In his response, the Mayor indicated that he is impressed with the presentations and approach taken.He enlightened delegates about the differences between S.A and Swaziland: While South Africa has three spheres of government (national, provincial and local), Swaziland only has national and local. In addition to the above, the local municipalities rely on rates and taxes payment as funds for development; hence the need to sell plots and install infrastructure. The municipalities have a serious budget constraint because they do not get a budget allocation from national for service installation and maintenance.
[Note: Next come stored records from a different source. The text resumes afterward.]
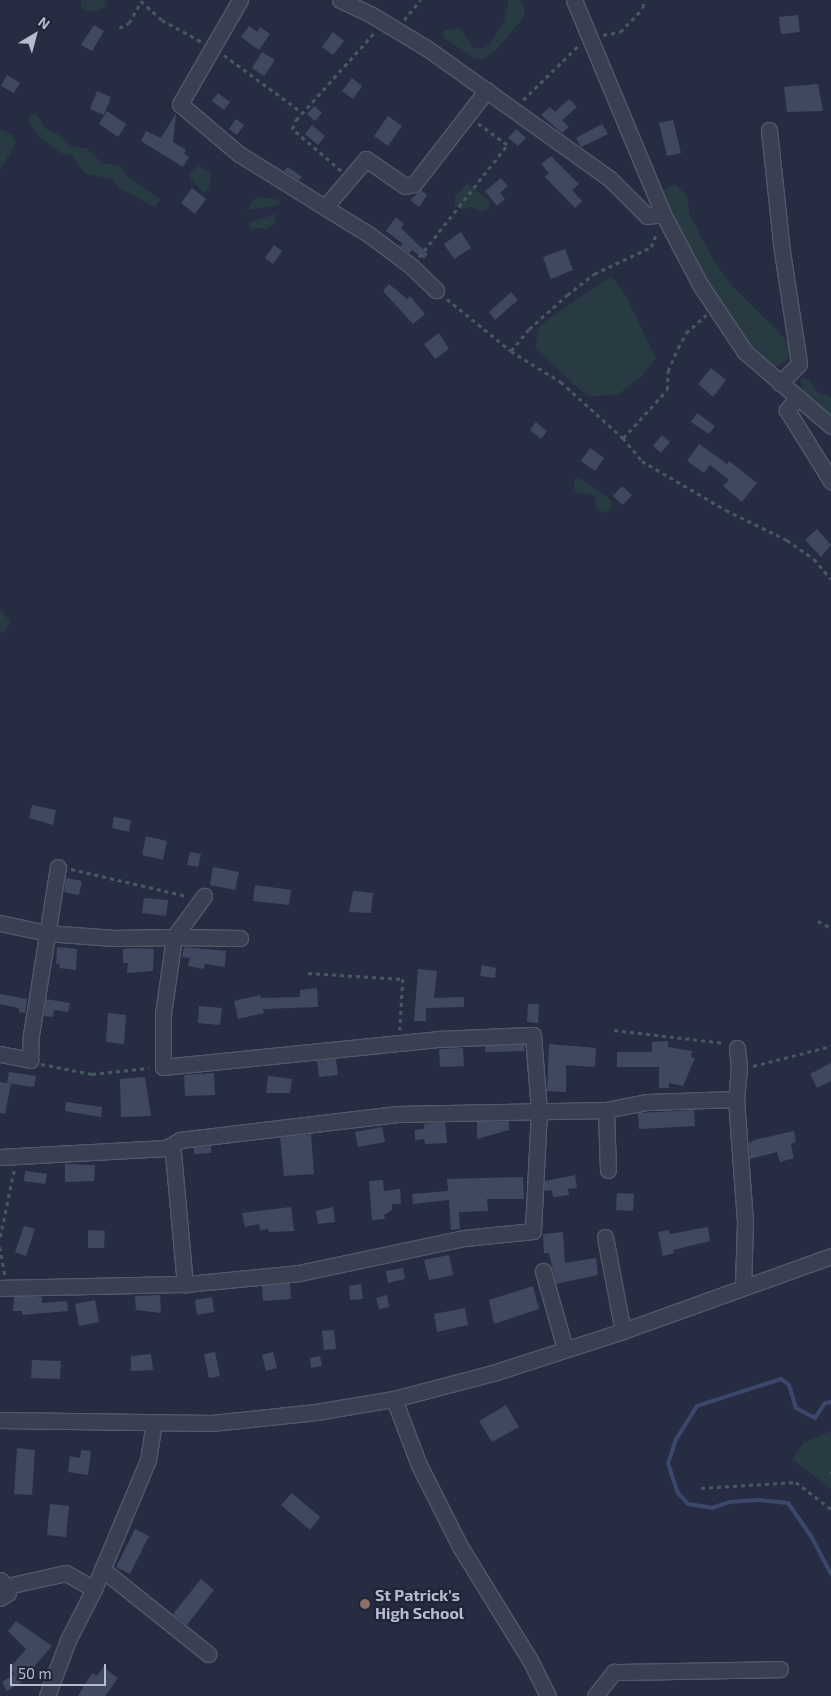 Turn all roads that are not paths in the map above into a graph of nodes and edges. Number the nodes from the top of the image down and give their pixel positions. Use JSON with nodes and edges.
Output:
{"nodes":[{"id":1,"x":240,"y":0,"type":"edge"},
{"id":2,"x":340,"y":0,"type":"edge"},
{"id":3,"x":574,"y":0,"type":"edge"},
{"id":4,"x":487,"y":90,"type":"junction"},
{"id":5,"x":769,"y":130,"type":"dead end"},
{"id":6,"x":325,"y":207,"type":"junction"},
{"id":7,"x":658,"y":215,"type":"junction"},
{"id":8,"x":436,"y":290,"type":"road end"},
{"id":9,"x":780,"y":383,"type":"junction"},
{"id":10,"x":797,"y":398,"type":"junction"},
{"id":11,"x":831,"y":426,"type":"edge"},
{"id":12,"x":831,"y":482,"type":"edge"},
{"id":13,"x":58,"y":867,"type":"dead end"},
{"id":14,"x":200,"y":901,"type":"road end"},
{"id":15,"x":0,"y":923,"type":"edge"},
{"id":16,"x":47,"y":933,"type":"junction"},
{"id":17,"x":174,"y":937,"type":"junction"},
{"id":18,"x":240,"y":938,"type":"dead end"},
{"id":19,"x":737,"y":1048,"type":"road end"},
{"id":20,"x":0,"y":1054,"type":"edge"},
{"id":21,"x":736,"y":1099,"type":"junction"},
{"id":22,"x":606,"y":1110,"type":"junction"},
{"id":23,"x":539,"y":1111,"type":"junction"},
{"id":24,"x":169,"y":1146,"type":"junction"},
{"id":25,"x":0,"y":1157,"type":"edge"},
{"id":26,"x":608,"y":1170,"type":"dead end"},
{"id":27,"x":605,"y":1236,"type":"dead end"},
{"id":28,"x":831,"y":1256,"type":"edge"},
{"id":29,"x":543,"y":1271,"type":"dead end"},
{"id":30,"x":185,"y":1284,"type":"junction"},
{"id":31,"x":743,"y":1286,"type":"junction"},
{"id":32,"x":4,"y":1289,"type":"edge"},
{"id":33,"x":623,"y":1331,"type":"junction"},
{"id":34,"x":565,"y":1349,"type":"junction"},
{"id":35,"x":394,"y":1399,"type":"junction"},
{"id":36,"x":0,"y":1420,"type":"edge"},
{"id":37,"x":154,"y":1424,"type":"junction"},
{"id":38,"x":102,"y":1569,"type":"junction"},
{"id":39,"x":2,"y":1588,"type":"edge"},
{"id":40,"x":94,"y":1589,"type":"junction"},
{"id":41,"x":208,"y":1654,"type":"dead end"},
{"id":42,"x":780,"y":1669,"type":"dead end"},
{"id":43,"x":47,"y":1696,"type":"edge"},
{"id":44,"x":548,"y":1696,"type":"edge"},
{"id":45,"x":595,"y":1696,"type":"edge"}],
"edges":[{"from":1,"to":6,"type":"street"},
{"from":2,"to":4,"type":"street"},
{"from":3,"to":7,"type":"street"},
{"from":4,"to":6,"type":"street"},
{"from":4,"to":7,"type":"street"},
{"from":5,"to":9,"type":"street"},
{"from":6,"to":8,"type":"street"},
{"from":7,"to":9,"type":"street"},
{"from":9,"to":10,"type":"street"},
{"from":10,"to":11,"type":"street"},
{"from":10,"to":12,"type":"street"},
{"from":13,"to":16,"type":"street"},
{"from":14,"to":17,"type":"street"},
{"from":15,"to":16,"type":"street"},
{"from":16,"to":17,"type":"street"},
{"from":16,"to":20,"type":"street"},
{"from":17,"to":18,"type":"street"},
{"from":17,"to":23,"type":"street"},
{"from":19,"to":21,"type":"street"},
{"from":21,"to":22,"type":"street"},
{"from":21,"to":31,"type":"street"},
{"from":22,"to":23,"type":"street"},
{"from":22,"to":26,"type":"street"},
{"from":23,"to":24,"type":"street"},
{"from":23,"to":30,"type":"street"},
{"from":24,"to":25,"type":"street"},
{"from":24,"to":30,"type":"street"},
{"from":27,"to":33,"type":"street"},
{"from":28,"to":31,"type":"street"},
{"from":29,"to":34,"type":"street"},
{"from":30,"to":32,"type":"street"},
{"from":31,"to":33,"type":"street"},
{"from":33,"to":34,"type":"street"},
{"from":34,"to":35,"type":"street"},
{"from":35,"to":37,"type":"street"},
{"from":35,"to":44,"type":"street"},
{"from":36,"to":37,"type":"street"},
{"from":37,"to":38,"type":"street"},
{"from":38,"to":40,"type":"street"},
{"from":38,"to":41,"type":"street"},
{"from":39,"to":40,"type":"street"},
{"from":40,"to":43,"type":"street"},
{"from":42,"to":45,"type":"street"}]}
Funds received from national are for subsidizing service provision that is made to areas that do not pay rates and taxes.The Mayor furthermore emphasized that if there are such communities that are taking a stand in development; the state and SLIPO have to jointly have a model that clearly states how the process is going to be undertaken. Lastly, it was indicated that for SLIPO to be recognized as a national structure, it has to cover all the four regions of Swaziland.
Day 2: Meeting with Zone Leaders
On day two of the exchange, a meeting was held between SLIPO saving scheme leaders, Zone leaders and the SASDI delegates. Zone leaders are equivalent to community leaders in the South African context. The aim of meeting them was that of: sharing the SDI concept with them, reporting on what SLIPO has been doing in form of saving schemes, share report back from meeting with the Mayors and Councillors and also requesting their support in establishing more saving schemes in their respective Zones.
The zone leaders were informed about the upgrading policy and also reminded that it is everyone’s challenge therefore a joint effort is required in finding a better solution. The estimated cost of each plot is around R42 000 and that will require at least a R600 contribution per member per month for at least five years. It was mentioned that the majority of residents are unemployed and for those that are employed they hardly earn R3 000 per month.
The leaders basically denounced the displacement of residents in the name of development and furthermore pledged to support SLIPO in mobilizing communities and engaging the government in a workable solution to the challenge.
Day 3: Meeting with Saving Scheme Leaders
On day three the saving scheme leaders met to report back the previous days’ engagements, share savings reports, discuss mobilization and establish more saving schemes. Some of the outcomes were:
- SLIPO would request monthly joint meetings to share its work and request participation from relevant officials
- SLIPO saving scheme leaders to discuss and agree on a reasonable affordable amount of savings contributions
- Leaders have a task of drafting an MOU directed to the Municipality of Mbabane as recommended
Some Lessons Learnt
- Swaziland has a different governing system (only national and local government)
- SLIPO’s savings figures with limited support from the state and other institutions reflect a great commitment level
- The lesson on the importance of savings as practiced in Swaziland can be of great use if taken seriously in South Africa. In Swaziland Saving scheme with as few members as 15 have more than 25 000 in savings and these are savings that started in 2011. The statistics show a great level of commitment.
- SLIPO is a fairly new federation without much of projects or formal partnerships established, but the unity amongst members and moral is a great starting point for success.